Most children returned to their parents after the war. But it wasn’t easy. The youngest children did not recognize their mothers and fathers after almost two years apart. Others had developed strong bonds with their foster family and chafed at returning to biological parents.
Tove Udsholt was five when, in 1945, her mother arrived in Gilleleje, a small town on the north coast of Zealand, to take her back to their home in Copenhagen. Udsholt did not recognize her mother. And she certainly did not want to leave her new parents in Gilleleje to live with her biological mother, who was now in the process of divorcing her father.
Udsholt’s mother tried several times during the years that followed to force her daughter to live with her in Copenhagen. But she finally had to accept that her daughter preferred life with her foster parents. “She had lost me,” Udsholt said. “I knew I had a mother in Copenhagen, but she was not the mother I loved.”
Udsholt finished school in Gilleleje. At the age of 20, she was christened and, soon after, she married a Danish Christian. Although Udsholt raised three sons in the Danish Lutheran church, her youngest son became interested in his Jewish roots. He married a Jewish woman and converted to Judaism. “I have three Christian grandchildren and three Jewish grandchildren,” Udsholt said. “It is [really interesting] for me to come in the synagogue with my Jewish family now.”

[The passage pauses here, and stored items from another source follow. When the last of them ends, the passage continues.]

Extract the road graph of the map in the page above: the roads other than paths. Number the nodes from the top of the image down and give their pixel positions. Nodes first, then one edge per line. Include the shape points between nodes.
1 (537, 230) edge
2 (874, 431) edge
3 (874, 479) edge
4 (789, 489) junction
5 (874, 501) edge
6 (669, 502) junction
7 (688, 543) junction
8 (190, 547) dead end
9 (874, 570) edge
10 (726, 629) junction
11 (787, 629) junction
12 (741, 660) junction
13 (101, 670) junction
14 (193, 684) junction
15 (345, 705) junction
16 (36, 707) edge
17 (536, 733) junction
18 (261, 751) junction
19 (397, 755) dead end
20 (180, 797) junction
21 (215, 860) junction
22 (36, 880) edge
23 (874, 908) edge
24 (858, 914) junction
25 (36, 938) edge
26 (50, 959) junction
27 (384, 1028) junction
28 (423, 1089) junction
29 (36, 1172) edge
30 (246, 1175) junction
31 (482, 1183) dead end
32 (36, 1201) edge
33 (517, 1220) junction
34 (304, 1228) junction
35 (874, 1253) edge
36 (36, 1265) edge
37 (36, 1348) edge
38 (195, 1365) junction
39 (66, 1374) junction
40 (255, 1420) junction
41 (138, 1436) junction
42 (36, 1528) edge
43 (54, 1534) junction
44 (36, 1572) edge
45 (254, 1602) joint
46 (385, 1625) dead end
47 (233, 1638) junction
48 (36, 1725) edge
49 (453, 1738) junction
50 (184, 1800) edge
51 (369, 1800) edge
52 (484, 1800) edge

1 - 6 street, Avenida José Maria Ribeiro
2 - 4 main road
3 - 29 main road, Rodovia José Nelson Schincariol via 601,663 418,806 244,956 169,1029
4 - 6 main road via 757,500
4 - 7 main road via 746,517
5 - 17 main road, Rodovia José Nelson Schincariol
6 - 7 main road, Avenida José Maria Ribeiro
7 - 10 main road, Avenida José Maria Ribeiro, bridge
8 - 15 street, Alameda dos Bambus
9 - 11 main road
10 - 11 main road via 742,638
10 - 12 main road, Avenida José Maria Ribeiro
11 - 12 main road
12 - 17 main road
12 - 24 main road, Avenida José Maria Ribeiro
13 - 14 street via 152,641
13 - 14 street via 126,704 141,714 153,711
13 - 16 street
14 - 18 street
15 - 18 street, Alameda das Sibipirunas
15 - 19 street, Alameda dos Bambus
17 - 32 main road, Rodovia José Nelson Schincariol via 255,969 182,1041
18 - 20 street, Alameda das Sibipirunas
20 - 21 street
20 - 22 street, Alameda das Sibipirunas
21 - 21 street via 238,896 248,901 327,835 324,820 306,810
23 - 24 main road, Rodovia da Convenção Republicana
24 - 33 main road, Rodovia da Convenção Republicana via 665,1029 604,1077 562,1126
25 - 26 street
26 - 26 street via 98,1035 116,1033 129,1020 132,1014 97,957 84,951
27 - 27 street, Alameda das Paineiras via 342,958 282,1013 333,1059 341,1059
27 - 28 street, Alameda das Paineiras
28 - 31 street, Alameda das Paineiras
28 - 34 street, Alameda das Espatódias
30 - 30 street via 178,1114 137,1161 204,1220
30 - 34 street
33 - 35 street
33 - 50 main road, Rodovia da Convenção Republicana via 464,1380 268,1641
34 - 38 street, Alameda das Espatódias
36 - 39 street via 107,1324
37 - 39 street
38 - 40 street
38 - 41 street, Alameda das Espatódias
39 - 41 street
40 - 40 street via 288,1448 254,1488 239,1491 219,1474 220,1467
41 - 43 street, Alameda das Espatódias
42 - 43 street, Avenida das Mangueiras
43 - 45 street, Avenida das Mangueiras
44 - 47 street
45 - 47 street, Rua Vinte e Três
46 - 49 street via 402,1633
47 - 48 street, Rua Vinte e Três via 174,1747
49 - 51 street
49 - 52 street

Stories such as Udsholt’s were largely unknown until Bak began a research project about the wartime experience of Danish Jews in 2008 for the Danish Jewish Museum in Copenhagen.
“Until this book was researched I’m not aware of this having been an issue which people paid attention to,” said Herbert Pundik, a Danish Jewish journalist who published a book about the Danish rescue, “In Denmark It Could Not Happen,” 15 years ago. ”I think she really opened up a new chapter.”